Concealability is perhaps what endears the snub nose to me so much. When I’m off duty I don’t like wearing all the “tactical” clothing. You’re going to find me in hooded sweatshirts and jeans in the winter and jeans and a t-shirt in the summer. My motorcycle is my most prized possession and my true passion in life but it is hard to hide the semiautomatic on my hip when my shirt is flapping in the breeze. Appendix inside the waistband carry is fairly difficult for me as I’m riding as the gun tends to push me right in the guts. I discovered I can slip my .38 (which is a Ruger LCR) into a small leather holster that in turn slips into my right front pocket and no one else even knows it’s there. The holster blends the lines and the snubby doesn’t have much bulk which makes it very difficult to detect and very comfortable to carry.

It’s true the .38 isn’t the most powerful round on the market, but it also isn’t the least effective. The .38 has been used effectively for decades upon decades and was used with great lethality by Jim Cirillo and the Stake Out Squad in New York.

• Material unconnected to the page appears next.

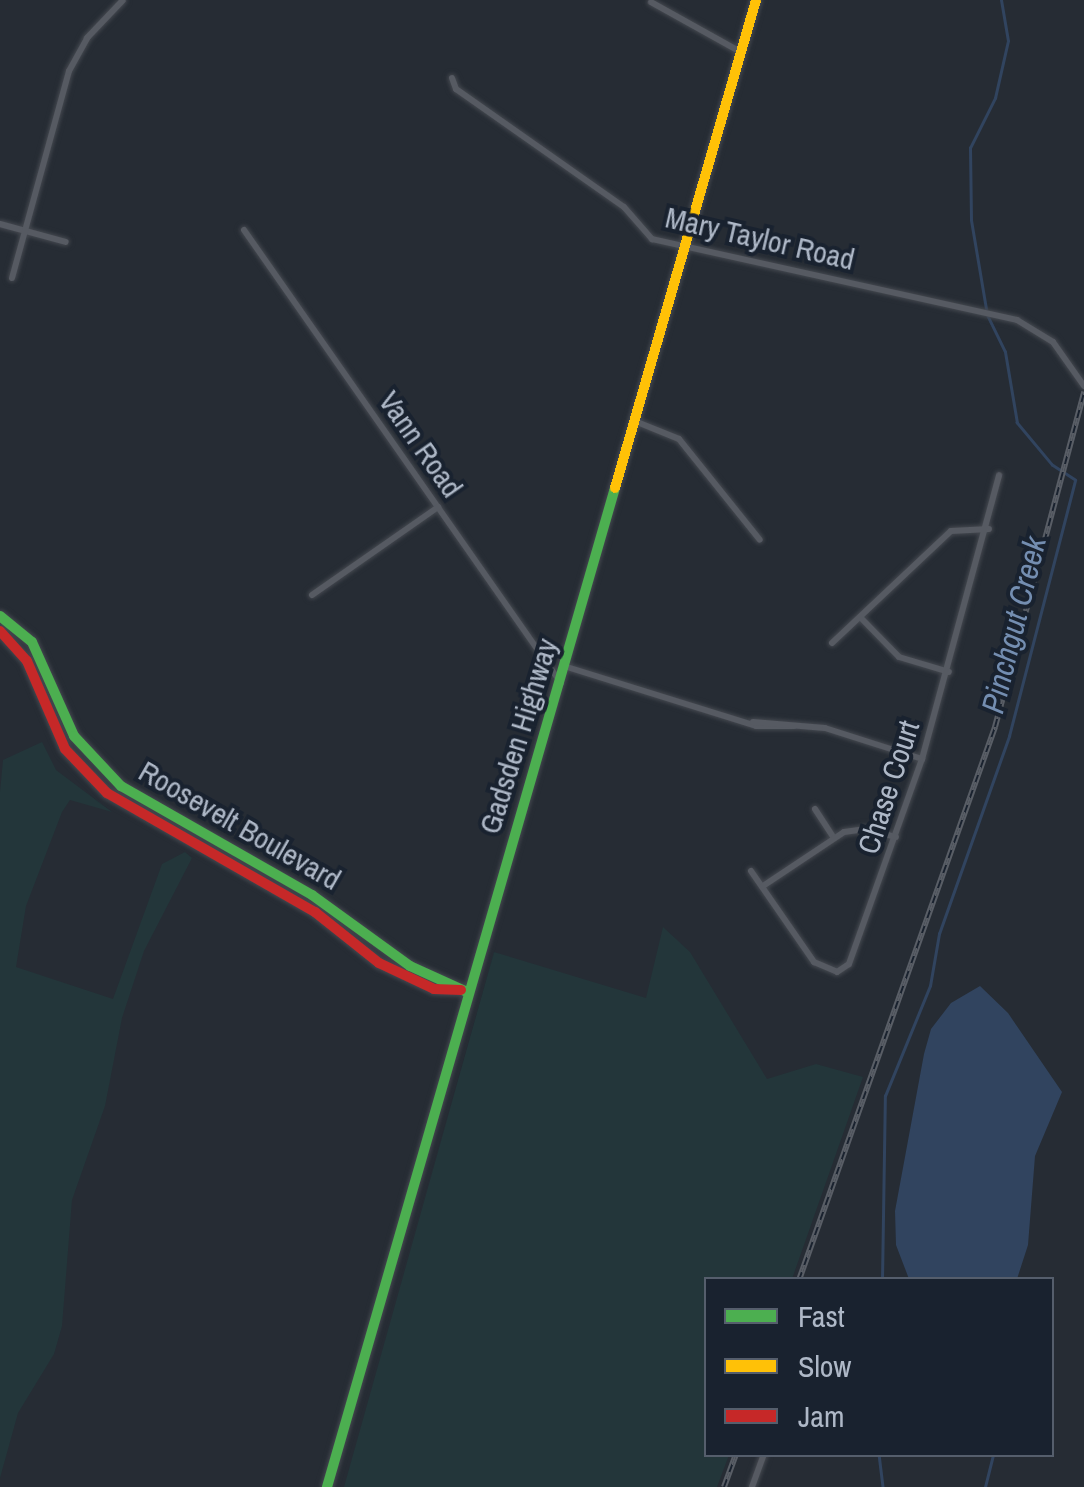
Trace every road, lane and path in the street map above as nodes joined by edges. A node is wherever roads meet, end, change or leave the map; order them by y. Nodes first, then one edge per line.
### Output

It’s hard to argue with their results. With the average distance of a police shooting being a matter of a few feet, the revolver is surprisingly fast and accurate even if the double action trigger takes some getting used to.

The snub nose revolver may be old fashioned and may seem outdated to some. There aren’t as many “ tacticool” accessories available for the revolver, but I would be glad to trade all the cool points for something that works when I need to. Plus, the revolver is fast, accurate, lightweight and easy to conceal.